DIRECTIONS FOR THIS TASK
Among the entries that follow, find every line with the word "Нагірний" and copy it.

____ RECORDED DATA

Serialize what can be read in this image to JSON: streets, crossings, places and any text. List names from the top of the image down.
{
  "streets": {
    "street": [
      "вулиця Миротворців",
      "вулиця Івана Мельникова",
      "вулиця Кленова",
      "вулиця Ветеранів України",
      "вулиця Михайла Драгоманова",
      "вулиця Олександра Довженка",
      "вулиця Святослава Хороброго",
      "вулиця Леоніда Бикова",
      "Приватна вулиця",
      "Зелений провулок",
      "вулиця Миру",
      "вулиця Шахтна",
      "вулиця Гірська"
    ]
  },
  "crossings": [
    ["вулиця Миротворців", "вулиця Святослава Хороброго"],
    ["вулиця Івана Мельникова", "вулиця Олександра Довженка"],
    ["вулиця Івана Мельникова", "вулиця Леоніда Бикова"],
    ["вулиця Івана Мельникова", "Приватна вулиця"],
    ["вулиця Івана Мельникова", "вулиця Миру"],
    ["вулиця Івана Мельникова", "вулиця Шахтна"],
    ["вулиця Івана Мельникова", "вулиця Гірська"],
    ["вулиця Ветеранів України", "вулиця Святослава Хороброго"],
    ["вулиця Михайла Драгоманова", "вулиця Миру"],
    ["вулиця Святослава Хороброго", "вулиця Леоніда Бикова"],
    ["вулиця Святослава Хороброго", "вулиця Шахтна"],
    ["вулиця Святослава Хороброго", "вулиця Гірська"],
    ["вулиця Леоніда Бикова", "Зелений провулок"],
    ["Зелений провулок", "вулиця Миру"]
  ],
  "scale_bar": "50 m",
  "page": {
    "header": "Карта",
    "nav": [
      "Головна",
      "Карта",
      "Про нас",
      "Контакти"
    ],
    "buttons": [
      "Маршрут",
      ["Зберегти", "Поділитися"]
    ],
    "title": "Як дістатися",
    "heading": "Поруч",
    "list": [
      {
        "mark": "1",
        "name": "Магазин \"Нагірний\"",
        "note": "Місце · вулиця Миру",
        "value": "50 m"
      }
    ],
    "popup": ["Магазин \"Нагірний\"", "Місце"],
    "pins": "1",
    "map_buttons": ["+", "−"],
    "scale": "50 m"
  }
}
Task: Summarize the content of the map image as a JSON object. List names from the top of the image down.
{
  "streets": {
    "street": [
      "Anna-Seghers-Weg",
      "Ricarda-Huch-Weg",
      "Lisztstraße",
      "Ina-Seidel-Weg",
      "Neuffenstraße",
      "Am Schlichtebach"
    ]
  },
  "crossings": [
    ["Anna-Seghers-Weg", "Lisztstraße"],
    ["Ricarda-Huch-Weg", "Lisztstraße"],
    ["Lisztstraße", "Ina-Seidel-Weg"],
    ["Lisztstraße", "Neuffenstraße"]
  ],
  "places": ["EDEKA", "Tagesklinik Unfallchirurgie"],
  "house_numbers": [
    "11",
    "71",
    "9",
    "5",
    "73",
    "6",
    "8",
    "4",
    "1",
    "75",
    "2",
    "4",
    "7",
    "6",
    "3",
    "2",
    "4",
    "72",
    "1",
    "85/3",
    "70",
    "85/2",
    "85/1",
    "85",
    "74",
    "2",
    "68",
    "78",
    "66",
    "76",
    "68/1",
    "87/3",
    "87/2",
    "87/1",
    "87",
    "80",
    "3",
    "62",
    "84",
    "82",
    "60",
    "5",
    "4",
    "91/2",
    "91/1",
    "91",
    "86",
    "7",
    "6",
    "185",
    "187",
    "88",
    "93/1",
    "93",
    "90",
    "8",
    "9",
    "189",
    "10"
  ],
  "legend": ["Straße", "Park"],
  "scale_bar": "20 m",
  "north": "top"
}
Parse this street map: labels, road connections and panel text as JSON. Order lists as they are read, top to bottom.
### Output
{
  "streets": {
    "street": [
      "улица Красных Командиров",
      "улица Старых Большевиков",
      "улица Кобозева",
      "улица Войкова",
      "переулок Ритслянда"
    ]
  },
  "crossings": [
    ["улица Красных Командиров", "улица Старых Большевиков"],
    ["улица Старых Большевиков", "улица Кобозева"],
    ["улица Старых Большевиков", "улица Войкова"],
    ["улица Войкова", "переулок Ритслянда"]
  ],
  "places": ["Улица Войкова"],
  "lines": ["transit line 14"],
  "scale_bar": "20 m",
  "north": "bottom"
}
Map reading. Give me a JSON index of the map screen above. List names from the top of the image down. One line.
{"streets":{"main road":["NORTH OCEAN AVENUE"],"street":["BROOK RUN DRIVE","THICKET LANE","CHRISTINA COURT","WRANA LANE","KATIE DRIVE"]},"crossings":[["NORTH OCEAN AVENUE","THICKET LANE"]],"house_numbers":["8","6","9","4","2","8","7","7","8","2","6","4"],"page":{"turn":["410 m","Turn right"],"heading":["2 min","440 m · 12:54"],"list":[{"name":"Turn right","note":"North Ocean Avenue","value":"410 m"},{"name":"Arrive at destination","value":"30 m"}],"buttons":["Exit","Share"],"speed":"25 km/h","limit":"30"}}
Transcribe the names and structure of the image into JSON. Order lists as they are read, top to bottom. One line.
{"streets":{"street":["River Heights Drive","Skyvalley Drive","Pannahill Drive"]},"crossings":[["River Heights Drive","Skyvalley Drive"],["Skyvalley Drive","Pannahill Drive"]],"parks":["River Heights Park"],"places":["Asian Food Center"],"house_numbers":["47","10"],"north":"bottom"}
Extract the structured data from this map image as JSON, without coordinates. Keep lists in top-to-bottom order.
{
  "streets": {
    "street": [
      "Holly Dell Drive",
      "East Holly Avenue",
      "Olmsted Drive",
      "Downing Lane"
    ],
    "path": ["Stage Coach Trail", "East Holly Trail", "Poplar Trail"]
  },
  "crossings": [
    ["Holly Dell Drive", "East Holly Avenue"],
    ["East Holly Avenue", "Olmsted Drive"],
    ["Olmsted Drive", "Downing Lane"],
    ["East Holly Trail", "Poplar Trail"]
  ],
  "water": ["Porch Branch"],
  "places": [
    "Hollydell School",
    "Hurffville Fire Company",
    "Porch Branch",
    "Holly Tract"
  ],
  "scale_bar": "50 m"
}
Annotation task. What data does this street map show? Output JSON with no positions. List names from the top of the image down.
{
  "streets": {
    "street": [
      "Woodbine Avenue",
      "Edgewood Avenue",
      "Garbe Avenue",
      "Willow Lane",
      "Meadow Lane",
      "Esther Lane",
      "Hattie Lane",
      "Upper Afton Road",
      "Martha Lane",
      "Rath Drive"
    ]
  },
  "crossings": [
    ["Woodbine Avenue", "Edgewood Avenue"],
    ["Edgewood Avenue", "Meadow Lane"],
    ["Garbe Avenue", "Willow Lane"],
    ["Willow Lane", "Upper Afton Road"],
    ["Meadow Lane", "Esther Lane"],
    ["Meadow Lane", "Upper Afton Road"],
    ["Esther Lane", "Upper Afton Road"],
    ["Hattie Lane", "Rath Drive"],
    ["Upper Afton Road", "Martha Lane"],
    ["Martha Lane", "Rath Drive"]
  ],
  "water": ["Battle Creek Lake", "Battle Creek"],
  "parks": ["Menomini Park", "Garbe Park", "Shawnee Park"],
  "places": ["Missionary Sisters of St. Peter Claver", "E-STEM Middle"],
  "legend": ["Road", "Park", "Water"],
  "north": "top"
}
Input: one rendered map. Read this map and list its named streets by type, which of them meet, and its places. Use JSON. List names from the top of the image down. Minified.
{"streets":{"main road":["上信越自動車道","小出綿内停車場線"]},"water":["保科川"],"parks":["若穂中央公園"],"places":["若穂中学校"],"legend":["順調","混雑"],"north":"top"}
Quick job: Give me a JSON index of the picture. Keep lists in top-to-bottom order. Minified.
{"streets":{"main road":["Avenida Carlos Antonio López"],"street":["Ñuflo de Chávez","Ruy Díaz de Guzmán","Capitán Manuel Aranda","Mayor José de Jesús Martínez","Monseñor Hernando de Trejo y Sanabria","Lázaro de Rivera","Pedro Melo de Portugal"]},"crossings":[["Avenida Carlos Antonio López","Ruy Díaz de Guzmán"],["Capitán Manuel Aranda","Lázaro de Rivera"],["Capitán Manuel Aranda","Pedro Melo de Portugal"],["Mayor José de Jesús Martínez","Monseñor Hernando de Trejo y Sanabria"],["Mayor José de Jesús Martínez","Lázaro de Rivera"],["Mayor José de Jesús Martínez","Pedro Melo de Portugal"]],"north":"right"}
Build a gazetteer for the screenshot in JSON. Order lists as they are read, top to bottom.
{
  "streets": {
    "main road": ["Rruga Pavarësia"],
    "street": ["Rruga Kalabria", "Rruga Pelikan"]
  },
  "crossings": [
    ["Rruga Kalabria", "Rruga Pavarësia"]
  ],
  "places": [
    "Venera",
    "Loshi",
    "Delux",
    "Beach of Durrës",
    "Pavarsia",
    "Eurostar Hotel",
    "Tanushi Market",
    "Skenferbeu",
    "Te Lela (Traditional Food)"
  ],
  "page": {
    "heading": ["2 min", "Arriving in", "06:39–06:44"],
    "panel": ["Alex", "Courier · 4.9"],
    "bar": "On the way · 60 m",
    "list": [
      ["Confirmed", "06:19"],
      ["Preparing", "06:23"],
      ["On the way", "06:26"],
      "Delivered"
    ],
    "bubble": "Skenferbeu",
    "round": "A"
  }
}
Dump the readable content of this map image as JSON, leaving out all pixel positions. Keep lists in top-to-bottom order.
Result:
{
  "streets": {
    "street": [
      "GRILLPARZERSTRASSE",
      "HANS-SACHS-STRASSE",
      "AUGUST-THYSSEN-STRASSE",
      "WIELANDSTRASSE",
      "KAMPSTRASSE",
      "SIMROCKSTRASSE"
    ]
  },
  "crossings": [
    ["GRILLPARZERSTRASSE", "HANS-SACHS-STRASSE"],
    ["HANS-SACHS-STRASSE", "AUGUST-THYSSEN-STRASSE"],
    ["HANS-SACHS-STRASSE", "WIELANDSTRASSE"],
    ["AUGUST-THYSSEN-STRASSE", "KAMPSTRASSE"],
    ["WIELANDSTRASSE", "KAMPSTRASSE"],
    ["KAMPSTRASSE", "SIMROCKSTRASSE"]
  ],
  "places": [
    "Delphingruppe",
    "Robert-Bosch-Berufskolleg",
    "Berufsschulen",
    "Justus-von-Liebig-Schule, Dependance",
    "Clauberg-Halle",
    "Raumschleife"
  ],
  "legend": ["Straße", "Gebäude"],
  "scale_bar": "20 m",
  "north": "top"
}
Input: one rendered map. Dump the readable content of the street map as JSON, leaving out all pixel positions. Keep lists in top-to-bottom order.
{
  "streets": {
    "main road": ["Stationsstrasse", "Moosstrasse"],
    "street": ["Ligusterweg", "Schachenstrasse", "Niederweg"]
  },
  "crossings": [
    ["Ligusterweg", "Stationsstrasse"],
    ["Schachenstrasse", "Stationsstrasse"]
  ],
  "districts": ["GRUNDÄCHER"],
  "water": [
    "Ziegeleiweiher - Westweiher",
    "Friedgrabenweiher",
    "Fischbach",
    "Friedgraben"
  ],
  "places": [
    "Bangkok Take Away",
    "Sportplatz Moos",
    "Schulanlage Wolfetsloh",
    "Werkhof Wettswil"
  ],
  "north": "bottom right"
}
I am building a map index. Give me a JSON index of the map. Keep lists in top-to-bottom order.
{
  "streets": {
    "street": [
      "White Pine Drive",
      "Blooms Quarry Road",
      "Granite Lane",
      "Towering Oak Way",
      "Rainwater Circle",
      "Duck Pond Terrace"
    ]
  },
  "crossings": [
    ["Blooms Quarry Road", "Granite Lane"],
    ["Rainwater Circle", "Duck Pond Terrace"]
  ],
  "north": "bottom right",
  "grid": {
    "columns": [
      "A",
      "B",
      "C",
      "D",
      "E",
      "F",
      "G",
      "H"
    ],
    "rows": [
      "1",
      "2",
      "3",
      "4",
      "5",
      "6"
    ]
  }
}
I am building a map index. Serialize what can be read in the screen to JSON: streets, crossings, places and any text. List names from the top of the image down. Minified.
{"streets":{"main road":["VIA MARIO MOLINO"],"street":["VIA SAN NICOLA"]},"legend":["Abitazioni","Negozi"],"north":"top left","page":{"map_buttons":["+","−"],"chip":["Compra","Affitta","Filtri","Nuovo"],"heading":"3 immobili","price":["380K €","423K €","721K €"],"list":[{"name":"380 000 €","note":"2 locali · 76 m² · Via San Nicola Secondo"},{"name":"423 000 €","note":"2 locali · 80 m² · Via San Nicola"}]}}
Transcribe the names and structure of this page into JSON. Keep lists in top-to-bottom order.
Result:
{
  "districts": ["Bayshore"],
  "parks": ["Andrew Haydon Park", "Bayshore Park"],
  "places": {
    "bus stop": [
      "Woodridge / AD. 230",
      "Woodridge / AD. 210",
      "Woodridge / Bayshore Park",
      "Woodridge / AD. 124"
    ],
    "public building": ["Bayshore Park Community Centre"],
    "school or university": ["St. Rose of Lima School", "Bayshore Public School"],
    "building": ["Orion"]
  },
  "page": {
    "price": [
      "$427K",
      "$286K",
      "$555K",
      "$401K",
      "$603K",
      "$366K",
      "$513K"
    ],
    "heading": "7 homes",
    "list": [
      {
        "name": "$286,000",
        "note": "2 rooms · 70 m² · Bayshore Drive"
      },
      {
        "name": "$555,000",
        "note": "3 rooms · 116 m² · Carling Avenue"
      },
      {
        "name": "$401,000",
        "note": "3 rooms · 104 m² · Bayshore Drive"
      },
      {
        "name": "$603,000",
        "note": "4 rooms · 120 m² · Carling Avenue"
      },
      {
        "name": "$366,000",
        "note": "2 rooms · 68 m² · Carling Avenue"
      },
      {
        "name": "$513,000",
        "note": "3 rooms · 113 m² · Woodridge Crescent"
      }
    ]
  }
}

________

OUTPUT BELOW
        "name": "Магазин \"Нагірний\"",
    "popup": ["Магазин \"Нагірний\"", "Місце"],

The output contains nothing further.